MIAMI -- Burger King Corp. and a farmworkers advocacy group announced a
deal Friday to end a bitter dispute by trying to boost wages and
improve conditions for Florida tomato pickers.
The No. 2 hamburger chain joins rivals McDonald's Corp. and Taco Bell owner Yum Brands
Inc., which already have similar deals. But whether the workers get a
raise depends on the participation of tomato growers who have resisted
Under the deal with the Coalition of Immokalee
Workers, Burger King agreed to pay 1.5 cents more per pound of tomatoes
it buys from Florida growers, with a penny of that given to workers. To
encourage participation, the rest will go to growers to help cover any
additional payroll taxes and administrative costs.

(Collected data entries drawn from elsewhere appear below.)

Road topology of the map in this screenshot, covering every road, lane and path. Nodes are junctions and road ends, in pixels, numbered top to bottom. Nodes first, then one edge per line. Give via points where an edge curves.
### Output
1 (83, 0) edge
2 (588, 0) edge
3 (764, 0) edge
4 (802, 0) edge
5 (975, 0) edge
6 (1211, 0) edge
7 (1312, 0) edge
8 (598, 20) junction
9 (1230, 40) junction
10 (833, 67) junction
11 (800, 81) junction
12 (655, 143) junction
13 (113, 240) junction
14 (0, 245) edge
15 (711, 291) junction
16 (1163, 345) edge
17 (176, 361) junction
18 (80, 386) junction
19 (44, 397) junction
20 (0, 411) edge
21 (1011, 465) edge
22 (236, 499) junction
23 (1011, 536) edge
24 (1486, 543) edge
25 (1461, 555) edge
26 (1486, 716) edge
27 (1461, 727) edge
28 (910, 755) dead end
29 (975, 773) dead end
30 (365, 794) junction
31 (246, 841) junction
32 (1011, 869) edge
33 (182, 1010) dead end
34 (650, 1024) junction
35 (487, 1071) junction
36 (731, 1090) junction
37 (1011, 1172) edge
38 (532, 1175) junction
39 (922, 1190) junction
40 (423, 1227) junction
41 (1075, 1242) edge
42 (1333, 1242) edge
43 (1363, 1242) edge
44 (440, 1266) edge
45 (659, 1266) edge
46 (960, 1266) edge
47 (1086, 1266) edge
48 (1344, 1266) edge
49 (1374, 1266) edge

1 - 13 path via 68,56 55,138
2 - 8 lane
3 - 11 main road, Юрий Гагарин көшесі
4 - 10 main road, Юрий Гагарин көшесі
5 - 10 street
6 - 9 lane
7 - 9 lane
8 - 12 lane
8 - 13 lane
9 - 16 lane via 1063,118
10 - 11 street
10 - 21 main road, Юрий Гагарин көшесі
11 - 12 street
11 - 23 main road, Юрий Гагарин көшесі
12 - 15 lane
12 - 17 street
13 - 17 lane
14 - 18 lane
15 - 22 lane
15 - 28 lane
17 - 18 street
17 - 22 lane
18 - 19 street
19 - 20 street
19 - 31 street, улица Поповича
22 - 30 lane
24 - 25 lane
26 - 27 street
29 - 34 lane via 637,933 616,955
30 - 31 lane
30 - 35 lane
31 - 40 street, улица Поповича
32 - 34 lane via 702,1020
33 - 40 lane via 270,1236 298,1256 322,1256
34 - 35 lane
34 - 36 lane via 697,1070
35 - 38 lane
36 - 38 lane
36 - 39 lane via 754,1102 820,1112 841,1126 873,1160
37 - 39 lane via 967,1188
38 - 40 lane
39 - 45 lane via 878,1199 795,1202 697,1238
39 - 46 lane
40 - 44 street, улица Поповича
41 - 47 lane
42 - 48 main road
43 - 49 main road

Burger King CEO John Chidsey apologized for negative
comments the Miami-based company may have made in the past about the
coalition, adding the group has been at the forefront of improving
"We are pleased to now be working together with the
CIW to further the common goal of improving Florida tomato farmworkers'
wages, working conditions and lives," he said in a statement. "Today we
turn a new page in our relationship and begin a new chapter of real
progress for Florida farmworkers."
The farmworkers, likely through the coalition, would
be allowed to help monitor conditions in the fields. The increase
roughly doubles the earnings of the workers while they are picking
tomatoes, the coalition said.
Burger King Vice President Amy Wagner said at a news
conference in Washington that the increase for all workers was
estimated to be about $250,000. The total cost to Burger King would be
about $320,000, including the additional payments for growers.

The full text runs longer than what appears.